Я смотрел на нее и молчал.

– А вот это, которые слева от Ильи, – показала на фотографию, она говорила все быстрее, – Анатолий Серов, рядом Женя Степанов. Илья был у Серова, потом у Жени ведомым. За ними, сзади, тут плохо видно, обломки сбитого бомбардировщика. «Юнкерс». А они – чатос, это по-испански курносые, они эскадрилья истребителей. Прикрывали Барселону.

В комнату входили какие-то старые люди. Один высокий, худой, второй поменьше. Потом еще один. На них потертые серенькие пиджаки.

– Познакомьтесь, – сказала Марианна, – это генералы.

Я пожал им руки, они называли свои фамилии, но я – словно в тумане все – не расслышал.

– Они тоже летчики, – сказала она, – только были они под Мадридом.

– Как, – спросил я наконец, – как погиб Илья?

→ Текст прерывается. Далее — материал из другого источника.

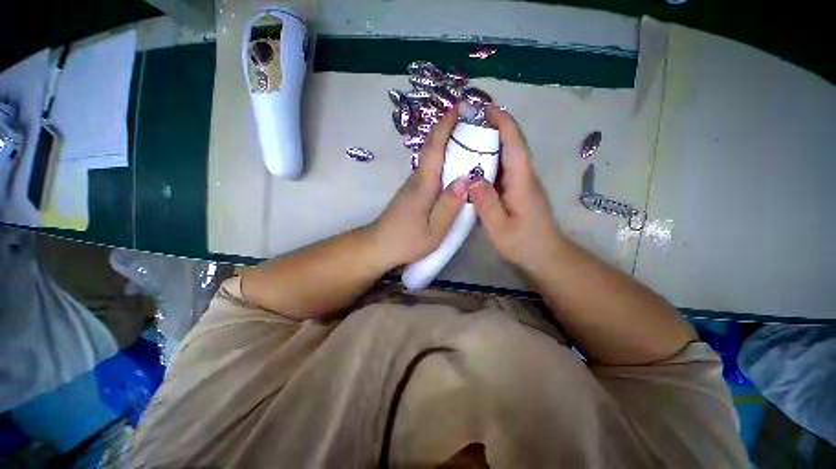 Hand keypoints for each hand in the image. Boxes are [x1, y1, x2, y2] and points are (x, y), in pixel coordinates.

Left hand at [369, 104, 467, 267]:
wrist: (379, 246)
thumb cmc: (406, 240)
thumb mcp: (434, 230)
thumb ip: (450, 205)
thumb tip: (467, 178)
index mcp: (423, 185)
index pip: (434, 147)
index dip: (445, 125)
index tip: (459, 106)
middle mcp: (417, 178)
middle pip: (433, 148)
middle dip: (450, 129)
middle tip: (474, 120)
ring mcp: (413, 184)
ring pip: (432, 158)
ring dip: (448, 143)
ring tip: (470, 138)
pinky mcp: (413, 191)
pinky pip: (431, 170)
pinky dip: (443, 160)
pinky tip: (455, 165)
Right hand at [468, 106, 564, 271]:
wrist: (546, 255)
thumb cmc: (524, 244)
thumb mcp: (500, 229)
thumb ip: (487, 204)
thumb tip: (472, 179)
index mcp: (522, 182)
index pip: (514, 144)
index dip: (502, 122)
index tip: (484, 107)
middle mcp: (524, 176)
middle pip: (511, 143)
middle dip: (493, 126)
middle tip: (467, 120)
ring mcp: (521, 182)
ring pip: (507, 154)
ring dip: (490, 140)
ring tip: (466, 135)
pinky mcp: (517, 189)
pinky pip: (503, 167)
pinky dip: (489, 158)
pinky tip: (473, 161)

– Это, – сказала она, – это, было это ночью, возвращался на аэродром, пошел на снижение. Но он был уже почти слепой. Была роща на границе аэродрома, самолет крылом зацепился за дерево. Высокое, пробковый дуб. Он был отличный летчик, они все были замечательные летчики. Но он был почти слепой.

– Ранен?

– Наверно.

Какой-то человек из тех, кто молча сидел за столом напротив, только был помоложе («Это сын, – сказала она, – тоже летчика, героя»), придвинул мне по столу толстую раскрытую старую книгу:

– Здесь все записаны. Я вам нашел.

На странице серого цвета были списки. Вот: «Лейтенант Финн Илья Александрович. Летчик-испытатель НИИ ВВС РККА. 1911 года рождения. Летчик. Трагически погиб 26.10.37 во время аварии при посадке. Похоронен в Сабаделе».

– Похоронен, – сказал я вслух. – Финн. Значит… Моя фамилия… Финн. Наша, папа…

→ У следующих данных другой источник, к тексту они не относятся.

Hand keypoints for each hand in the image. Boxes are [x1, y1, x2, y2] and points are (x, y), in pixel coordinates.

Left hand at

Старики за столом также молча смотрели на меня.

– Но какой, какой он был, скажите.

– Ну… – Она помолчала. – Плотный был такой, широкоплечий, но… совсем невысокий. – Опять помолчала. – Вот случай помню. Они с Антоновым шли по летному полю, а к ним подбежали дети, там рядом семья жила, мальчика у них звали Фелипе, а девочка маленькая совсем, Росита, дружили они с русое пилотос. Из-за гор выскочили два «мессершмитта», прямо сюда, низко-низко и – из пулеметов… Илио, Илья на руки схватил Роситу Антонов бежал за ним, тянул Фелипе. Но они не добежали до рощи. Пулеметы били прямо по ним. Над самой головой. Илио упал, прикрывая Роситу, Антонов – Фелипе. Тут, тут заработали наши зенитные, счетверенные, «мессершмитты» ушли. А в ту ночь… когда разбился он…

Я смотрел на нее.

– Знаете, – сказала она, поднимая на меня глаза. – Я там была единственная женщина из русос, и наши вели меня под руки за гробом, за катафалком, словно я невеста. А я просто в госпитале сидела у его кровати, когда он умирал… Хотя я очень мало его знала, в общем…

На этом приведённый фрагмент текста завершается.